THE TASK: The output should be all lines of the entries below in which the word "canvas" occurs.

═══ DATASET ENTRIES

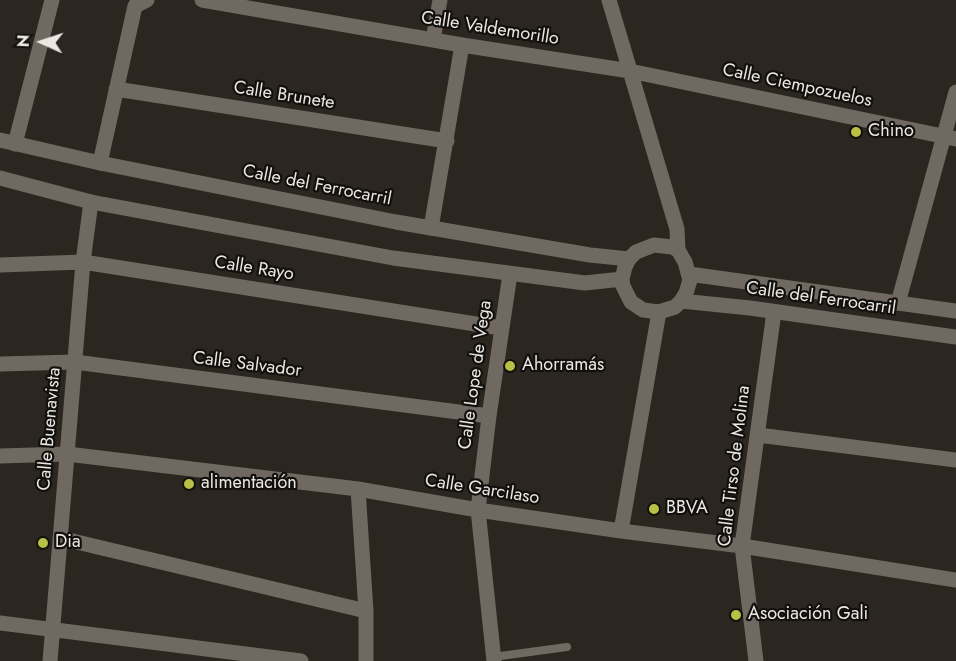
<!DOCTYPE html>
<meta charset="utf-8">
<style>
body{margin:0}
#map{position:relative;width:956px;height:661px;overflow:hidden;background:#2c2620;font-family:Jost,sans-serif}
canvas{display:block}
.north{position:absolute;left:12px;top:12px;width:60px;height:60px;-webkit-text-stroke:4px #12100d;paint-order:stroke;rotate:273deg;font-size:16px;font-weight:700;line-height:24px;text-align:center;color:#ebe7e3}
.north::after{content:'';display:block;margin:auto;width:21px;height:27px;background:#ebe7e3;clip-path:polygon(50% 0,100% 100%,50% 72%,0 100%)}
</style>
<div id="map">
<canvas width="956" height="661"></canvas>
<div class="north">N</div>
</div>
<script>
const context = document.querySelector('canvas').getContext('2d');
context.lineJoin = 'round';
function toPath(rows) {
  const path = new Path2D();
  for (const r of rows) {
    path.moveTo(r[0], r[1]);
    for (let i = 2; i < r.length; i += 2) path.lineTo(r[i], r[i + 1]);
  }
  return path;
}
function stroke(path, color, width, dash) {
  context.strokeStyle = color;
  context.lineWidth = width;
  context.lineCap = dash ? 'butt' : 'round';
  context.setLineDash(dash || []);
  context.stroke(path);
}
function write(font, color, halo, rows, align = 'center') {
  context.font = font + ' Jost,sans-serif';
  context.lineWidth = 4.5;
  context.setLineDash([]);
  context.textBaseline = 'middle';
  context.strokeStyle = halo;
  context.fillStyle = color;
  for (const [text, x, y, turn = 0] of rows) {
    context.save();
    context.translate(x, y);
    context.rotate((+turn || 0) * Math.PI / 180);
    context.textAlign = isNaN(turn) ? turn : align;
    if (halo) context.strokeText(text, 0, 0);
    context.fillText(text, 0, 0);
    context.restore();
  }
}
const lane = toPath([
 [493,657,567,647]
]);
const street = toPath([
 [202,0,462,45,630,71,956,139],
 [609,0,677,229,678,250],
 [433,40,440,0],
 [116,89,447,141],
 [15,144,52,0],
 [100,163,135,6,147,0],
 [431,228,462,45],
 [0,265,83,262,501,328],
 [898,303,956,92],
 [0,364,75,362,489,416],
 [758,435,956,460],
 [0,456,67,454,358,489,478,510,621,531,742,546,956,580],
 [358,489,366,611,366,661],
 [621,531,659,312],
 [60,538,366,611],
 [0,623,301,661],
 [50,661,83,262,91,202],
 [494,661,478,510,489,416,510,274],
 [756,661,742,546,774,312]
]);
const secondary = toPath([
 [0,140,100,163,396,222,590,255,629,259],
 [0,178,91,202,393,258,585,283,622,279],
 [654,245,672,247,678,250,685,262,690,280,686,293,681,301,675,307,659,312,643,310,631,302,623,286,622,279,625,267,629,259,636,252,654,245],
 [689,274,956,311],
 [681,301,750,308,956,337]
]);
const markers = [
 [856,132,6,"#b9c046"],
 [510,366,6,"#b9c046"],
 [189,484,6,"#b9c046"],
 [654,509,6,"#b9c046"],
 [43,543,6,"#b9c046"],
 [736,615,6,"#b9c046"]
];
const streetNames = [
 ["Calle Valdemorillo",490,29,9],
 ["Calle Ciempozuelos",797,86,12],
 ["Calle Brunete",284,96,9],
 ["Calle del Ferrocarril",317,186,11],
 ["Calle Rayo",254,269,9],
 ["Calle del Ferrocarril",821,299,8],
 ["Calle Salvador",247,365,7],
 ["Calle Lope de Vega",476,375,-82],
 ["Calle Buenavista",50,429,-85],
 ["Calle Tirso de Molina",735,466,-83],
 ["Calle Garcilaso",482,490,9]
];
const poiNames = [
 ["Chino",868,132],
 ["Ahorramás",522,366],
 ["alimentación",201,484],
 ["BBVA",666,509],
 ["Dia",55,543],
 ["Asociación Gali",748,615]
];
stroke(lane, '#706962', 8);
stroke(street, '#706962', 15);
stroke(secondary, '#706962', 15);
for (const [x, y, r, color] of markers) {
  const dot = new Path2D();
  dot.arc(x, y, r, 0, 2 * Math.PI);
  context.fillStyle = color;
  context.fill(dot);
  stroke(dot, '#12100d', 2);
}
write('18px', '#ebe7e3', '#12100d', streetNames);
write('18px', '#ebe7e3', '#12100d', poiNames, 'left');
</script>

══════

TASK ANSWER:
canvas{display:block}
<canvas width="956" height="661"></canvas>
const context = document.querySelector('canvas').getContext('2d');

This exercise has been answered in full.